== Segment start ==
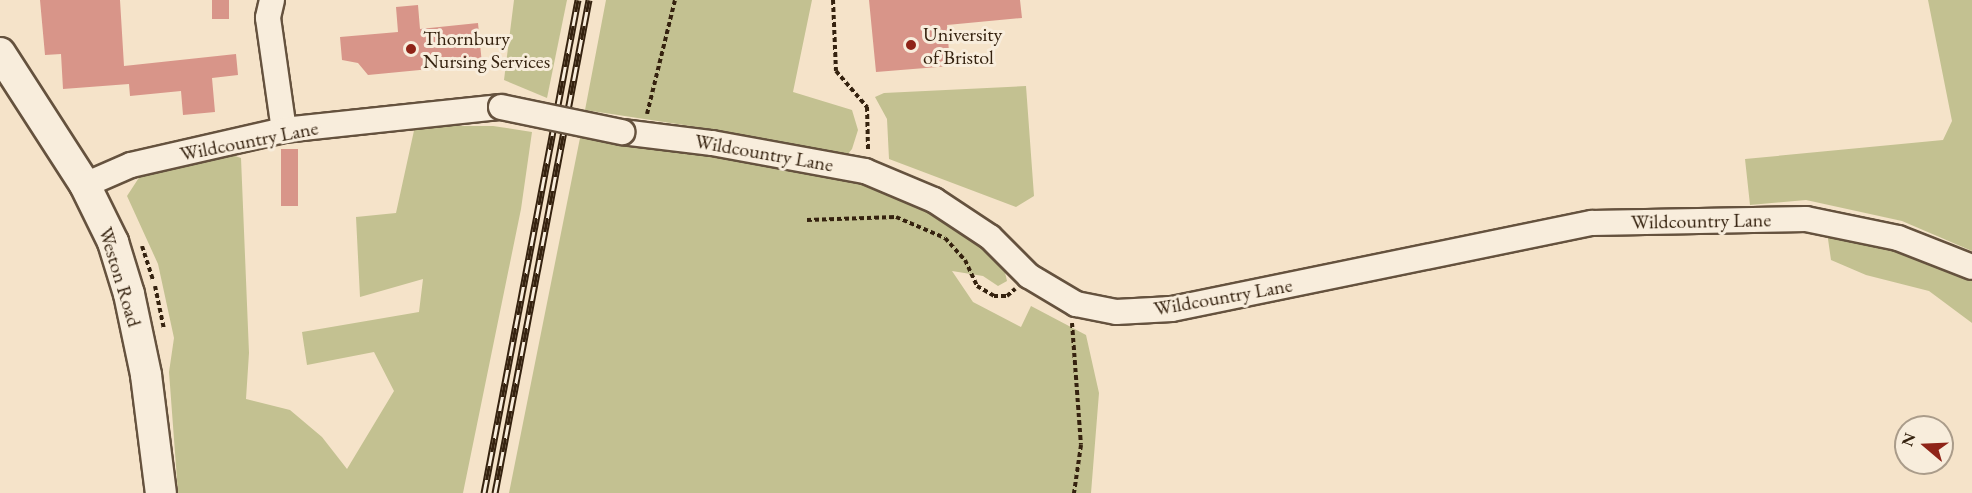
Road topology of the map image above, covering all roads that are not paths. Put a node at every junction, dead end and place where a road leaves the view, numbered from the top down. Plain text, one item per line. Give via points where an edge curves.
1 (272, 0) edge
2 (1, 58) edge
3 (284, 130) junction
4 (85, 185) junction
5 (1972, 267) edge
6 (161, 493) edge

1 - 3 street via 268,18
2 - 4 street, Weston Road
3 - 4 street, Wildcountry Lane via 131,165
3 - 5 street, Wildcountry Lane, bridge via 501,107 632,134 712,143 865,171 934,200 990,237 1029,276 1076,304 1116,312 1172,309 1592,223 1806,219 1898,238
4 - 6 street, Weston Road via 112,242 129,294 147,375

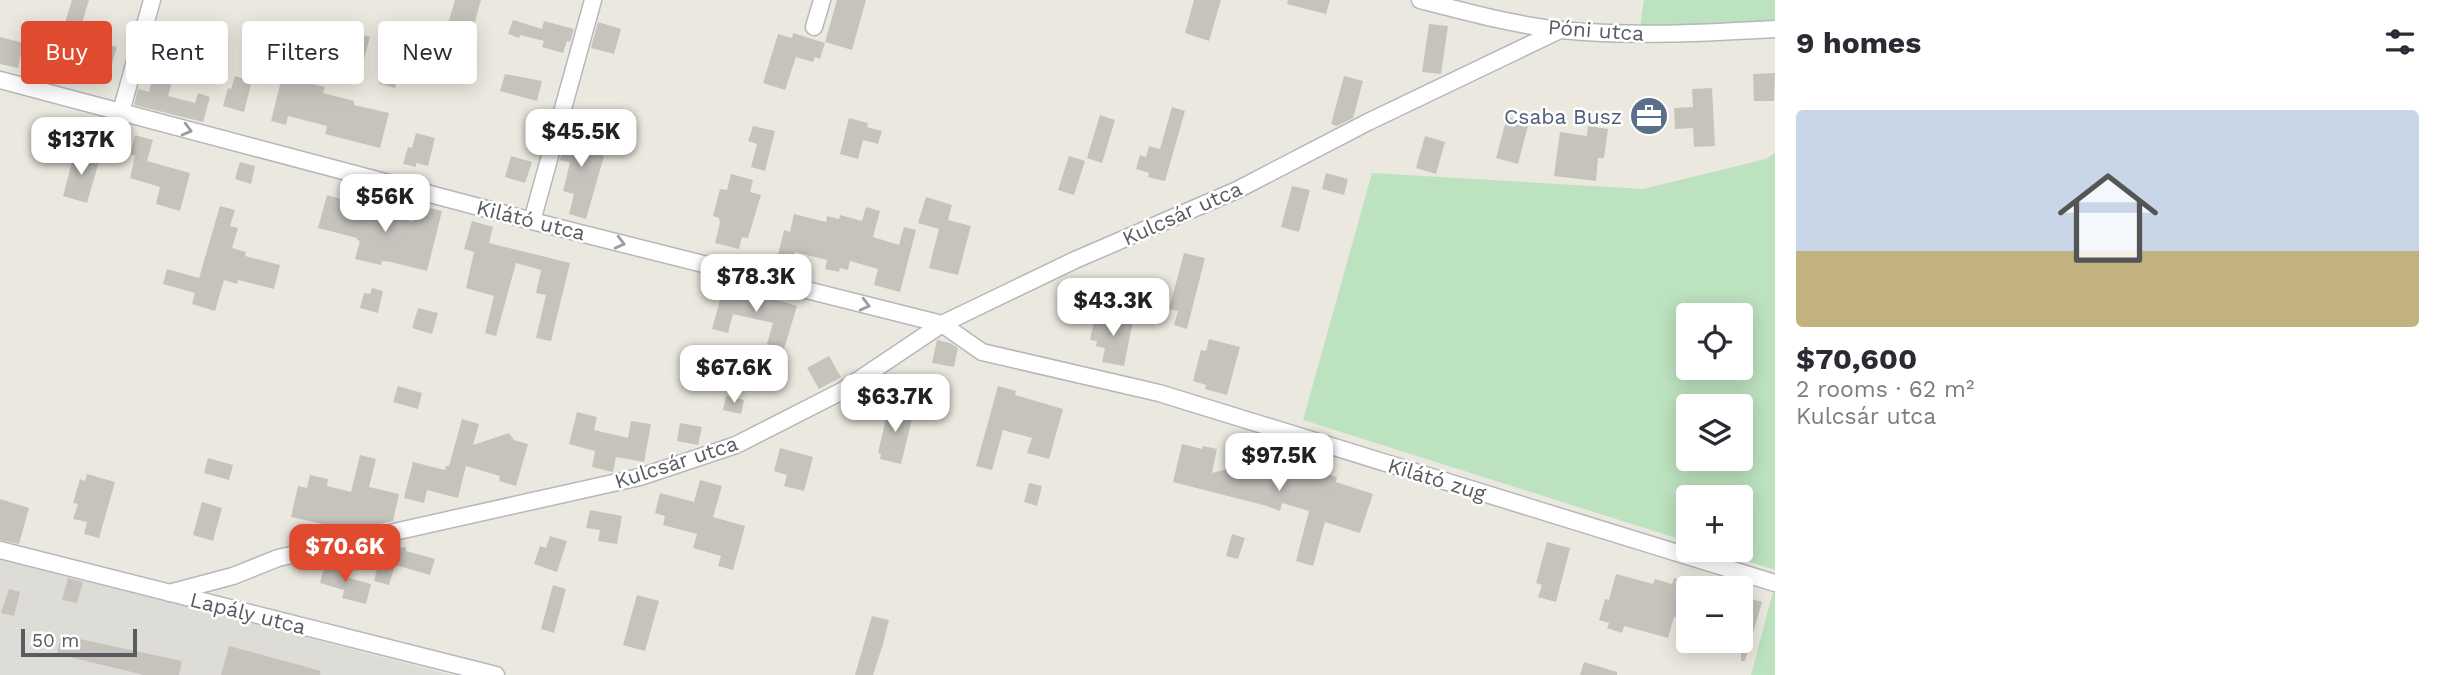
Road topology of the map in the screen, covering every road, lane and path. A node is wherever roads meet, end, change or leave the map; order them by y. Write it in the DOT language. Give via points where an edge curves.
graph roads {
  1 [pos="152,0"];
  2 [pos="593,0"];
  3 [pos="822,0"];
  4 [pos="1420,0"];
  5 [pos="1471,6"];
  6 [pos="814,27"];
  7 [pos="1775,29"];
  8 [pos="1560,30"];
  9 [pos="0,80"];
  10 [pos="121,112"];
  11 [pos="532,221"];
  12 [pos="942,324"];
  13 [pos="0,550"];
  14 [pos="1775,583"];
  15 [pos="169,593"];
  16 [pos="496,675"];
  1 -- 10 [label="street"];
  2 -- 11 [label="street"];
  3 -- 6 [label="street"];
  4 -- 5 [label="street, Póni utca"];
  5 -- 8 [label="street, Póni utca"];
  7 -- 8 [label="street, Póni utca" via="1668,35"];
  8 -- 12 [label="street, Kulcsár utca" via="1237,190"];
  9 -- 10 [label="street, Kilátó utca"];
  10 -- 11 [label="street, Kilátó utca, one-way"];
  11 -- 12 [label="street, Kilátó utca, one-way"];
  12 -- 14 [label="street, Kilátó zug" via="982,352 1159,393"];
  12 -- 15 [label="street, Kulcsár utca" via="842,391 736,445 640,477 278,558"];
  13 -- 15 [label="street, Lapály utca"];
  15 -- 16 [label="street, Lapály utca"];
}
== Segment end ==
Exercise details:
Repeat all entries exactly, pictures excluded.

Answer box:
Road topology of the map image above, covering all roads that are not paths. Put a node at every junction, dead end and place where a road leaves the view, numbered from the top down. Plain text, one item per line. Give via points where an edge curves.
1 (272, 0) edge
2 (1, 58) edge
3 (284, 130) junction
4 (85, 185) junction
5 (1972, 267) edge
6 (161, 493) edge

1 - 3 street via 268,18
2 - 4 street, Weston Road
3 - 4 street, Wildcountry Lane via 131,165
3 - 5 street, Wildcountry Lane, bridge via 501,107 632,134 712,143 865,171 934,200 990,237 1029,276 1076,304 1116,312 1172,309 1592,223 1806,219 1898,238
4 - 6 street, Weston Road via 112,242 129,294 147,375

Road topology of the map in the screen, covering every road, lane and path. A node is wherever roads meet, end, change or leave the map; order them by y. Write it in the DOT language. Give via points where an edge curves.
graph roads {
  1 [pos="152,0"];
  2 [pos="593,0"];
  3 [pos="822,0"];
  4 [pos="1420,0"];
  5 [pos="1471,6"];
  6 [pos="814,27"];
  7 [pos="1775,29"];
  8 [pos="1560,30"];
  9 [pos="0,80"];
  10 [pos="121,112"];
  11 [pos="532,221"];
  12 [pos="942,324"];
  13 [pos="0,550"];
  14 [pos="1775,583"];
  15 [pos="169,593"];
  16 [pos="496,675"];
  1 -- 10 [label="street"];
  2 -- 11 [label="street"];
  3 -- 6 [label="street"];
  4 -- 5 [label="street, Póni utca"];
  5 -- 8 [label="street, Póni utca"];
  7 -- 8 [label="street, Póni utca" via="1668,35"];
  8 -- 12 [label="street, Kulcsár utca" via="1237,190"];
  9 -- 10 [label="street, Kilátó utca"];
  10 -- 11 [label="street, Kilátó utca, one-way"];
  11 -- 12 [label="street, Kilátó utca, one-way"];
  12 -- 14 [label="street, Kilátó zug" via="982,352 1159,393"];
  12 -- 15 [label="street, Kulcsár utca" via="842,391 736,445 640,477 278,558"];
  13 -- 15 [label="street, Lapály utca"];
  15 -- 16 [label="street, Lapály utca"];
}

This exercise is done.